Luisa Maria Calderon's capture of the governor's office of Michoacan would throw sand in the eyes of the Institutional Revolutionary Party (PRI), the favorites to take the presidency in 2012.
In just over six weeks, the sister of President Felipe Calderon has turned an eight point poll deficit against the PRI candidate in Michoacan into a six point advantage, according to voter surveys in the Reforma newspaper, the last on November 3.
A triumph would hand Michoacan to Calderon's National Action Party, or PAN, for the first time, and may also help Josefina Vazquez Mota, who has taken a lead in some polls to be the PAN's presidential candidate in 2012.
"If she (Calderon) wins it would show that a PRI victory in 2012 is not a foregone conclusion -- as one or two people in the party seem to think is the case," said Lorenzo Meyer, a political scientist at the Colegio de Mexico.
Next year's presidential campaign will focus heavily on Mexico's vicious drugs war, and it has also been the central campaign issue in Michoacan. Candidates have had to avoid the most dangerous areas of the state, a pattern likely to be repeated in next year's presidential race.
"From the mother who doesn't know what to do with her daughter to the businessman being extorted, they're all insisting on the need for security. It's what people want most of all," Luisa Maria Calderon said in a television interview.
Michoacan has been hard hit by gangland killings in recent years, and a PAN mayor was shot dead by a group of armed men while out campaigning for the election last week.
Drug violence has pushed up the murder rate in Michoacan by more than a third from last year.
LOOKING AFTER FELIPE
Known as "Cocoa" for her dark complexion, the plain-talking 55-year-old with nearly 30 years in politics has run a slick campaign making extensive use of multimedia, including a channel on video sharing site YouTube dubbed "CocoaTV".

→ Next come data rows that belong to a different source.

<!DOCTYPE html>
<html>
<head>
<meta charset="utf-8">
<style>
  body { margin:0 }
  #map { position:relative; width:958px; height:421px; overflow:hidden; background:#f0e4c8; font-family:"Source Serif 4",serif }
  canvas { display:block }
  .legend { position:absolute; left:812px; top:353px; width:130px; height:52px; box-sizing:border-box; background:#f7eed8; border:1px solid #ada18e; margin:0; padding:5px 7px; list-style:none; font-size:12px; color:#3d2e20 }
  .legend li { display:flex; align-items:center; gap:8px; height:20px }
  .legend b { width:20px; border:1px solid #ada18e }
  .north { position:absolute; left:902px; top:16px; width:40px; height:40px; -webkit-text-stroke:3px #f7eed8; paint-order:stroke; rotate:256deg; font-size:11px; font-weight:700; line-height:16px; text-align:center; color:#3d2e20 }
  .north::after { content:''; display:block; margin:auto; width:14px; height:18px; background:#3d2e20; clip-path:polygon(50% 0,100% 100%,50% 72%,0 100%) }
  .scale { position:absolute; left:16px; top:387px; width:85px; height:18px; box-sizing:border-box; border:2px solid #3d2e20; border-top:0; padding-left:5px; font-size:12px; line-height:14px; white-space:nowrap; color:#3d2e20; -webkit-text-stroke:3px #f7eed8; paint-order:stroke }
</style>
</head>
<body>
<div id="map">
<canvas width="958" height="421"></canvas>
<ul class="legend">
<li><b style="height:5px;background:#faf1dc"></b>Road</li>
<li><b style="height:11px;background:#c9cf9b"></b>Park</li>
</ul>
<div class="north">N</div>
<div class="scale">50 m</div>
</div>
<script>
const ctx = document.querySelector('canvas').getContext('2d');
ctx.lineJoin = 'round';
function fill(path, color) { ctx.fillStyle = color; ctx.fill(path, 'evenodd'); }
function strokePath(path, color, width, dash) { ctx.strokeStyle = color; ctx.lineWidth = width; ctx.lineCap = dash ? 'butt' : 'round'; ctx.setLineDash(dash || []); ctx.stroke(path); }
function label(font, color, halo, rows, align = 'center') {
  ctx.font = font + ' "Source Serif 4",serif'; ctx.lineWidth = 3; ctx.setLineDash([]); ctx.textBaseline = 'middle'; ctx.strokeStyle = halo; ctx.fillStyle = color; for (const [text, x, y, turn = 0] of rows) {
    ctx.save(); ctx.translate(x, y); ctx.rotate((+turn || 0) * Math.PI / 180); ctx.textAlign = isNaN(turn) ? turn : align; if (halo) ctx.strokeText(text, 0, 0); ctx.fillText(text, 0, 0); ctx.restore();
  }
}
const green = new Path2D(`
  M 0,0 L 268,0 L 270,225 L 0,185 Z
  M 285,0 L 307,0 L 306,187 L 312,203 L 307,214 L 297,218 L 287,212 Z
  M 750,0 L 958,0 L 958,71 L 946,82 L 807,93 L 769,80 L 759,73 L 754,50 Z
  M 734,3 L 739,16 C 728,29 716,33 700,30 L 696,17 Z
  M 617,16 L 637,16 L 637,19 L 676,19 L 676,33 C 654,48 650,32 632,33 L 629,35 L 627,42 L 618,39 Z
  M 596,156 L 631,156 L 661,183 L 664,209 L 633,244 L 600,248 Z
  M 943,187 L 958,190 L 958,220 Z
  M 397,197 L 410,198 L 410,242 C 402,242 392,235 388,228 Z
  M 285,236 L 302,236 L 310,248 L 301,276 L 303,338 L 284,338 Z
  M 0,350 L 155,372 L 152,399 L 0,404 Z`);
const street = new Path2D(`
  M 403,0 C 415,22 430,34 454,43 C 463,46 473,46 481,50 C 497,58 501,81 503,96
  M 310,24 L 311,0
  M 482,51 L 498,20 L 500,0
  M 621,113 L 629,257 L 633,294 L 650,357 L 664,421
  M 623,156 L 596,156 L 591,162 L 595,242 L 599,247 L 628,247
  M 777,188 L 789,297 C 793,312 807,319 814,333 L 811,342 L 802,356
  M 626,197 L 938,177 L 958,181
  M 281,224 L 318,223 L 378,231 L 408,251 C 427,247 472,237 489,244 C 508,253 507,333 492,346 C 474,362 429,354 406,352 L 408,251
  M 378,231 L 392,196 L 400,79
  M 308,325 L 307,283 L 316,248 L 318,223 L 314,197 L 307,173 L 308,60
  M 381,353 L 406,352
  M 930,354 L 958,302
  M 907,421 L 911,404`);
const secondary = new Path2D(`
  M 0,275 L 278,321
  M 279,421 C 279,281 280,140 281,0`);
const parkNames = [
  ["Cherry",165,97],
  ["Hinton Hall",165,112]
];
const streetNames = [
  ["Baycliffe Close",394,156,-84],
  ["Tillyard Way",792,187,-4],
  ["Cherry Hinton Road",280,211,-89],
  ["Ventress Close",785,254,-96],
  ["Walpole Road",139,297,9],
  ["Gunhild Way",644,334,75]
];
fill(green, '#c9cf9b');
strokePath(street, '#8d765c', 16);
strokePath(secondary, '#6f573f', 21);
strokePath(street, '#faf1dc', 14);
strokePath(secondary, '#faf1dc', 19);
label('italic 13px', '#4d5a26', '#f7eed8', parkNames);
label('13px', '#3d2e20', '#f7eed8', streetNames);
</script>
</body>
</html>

The PAN presidential hopefuls have also swung in behind the "first sister", campaigning hard for her in the state where her brother was born into a political family in 1962.
A PAN victory would also be a blow for the leftist Party of the Democratic Revolution (PRD) which has governed Michoacan for a decade but has struggled to present a united front since almost beating Felipe Calderon in the 2006 presidential race.
Shortly after he took office, Calderon ordered the army in to fight Mexico's drug gangs, a conflict that has since claimed some 45,000 lives. The carnage has battered the popularity of the PAN and this year dragged Calderon's approval ratings to the lowest point of his presidency.
The killing on November 2 of Ricardo Guzman, PAN mayor of La Piedad, sparked national condemnation and the sympathy aroused by his death could work in the party's favor on Sunday.
Mexico has suffered a number of high level political assassinations in the past two decades, and a group of pollsters were kidnapped during the Michoacan race.
By law, Felipe Calderon cannot run for a second term but he is keen to leave his party in power after the July 2012 vote, and his sister hopes a win on Sunday will help.
"My dad used to say that brothers and sisters are all we have, and that that was what we had to look after most of all," she said in a recent interview with daily Reforma.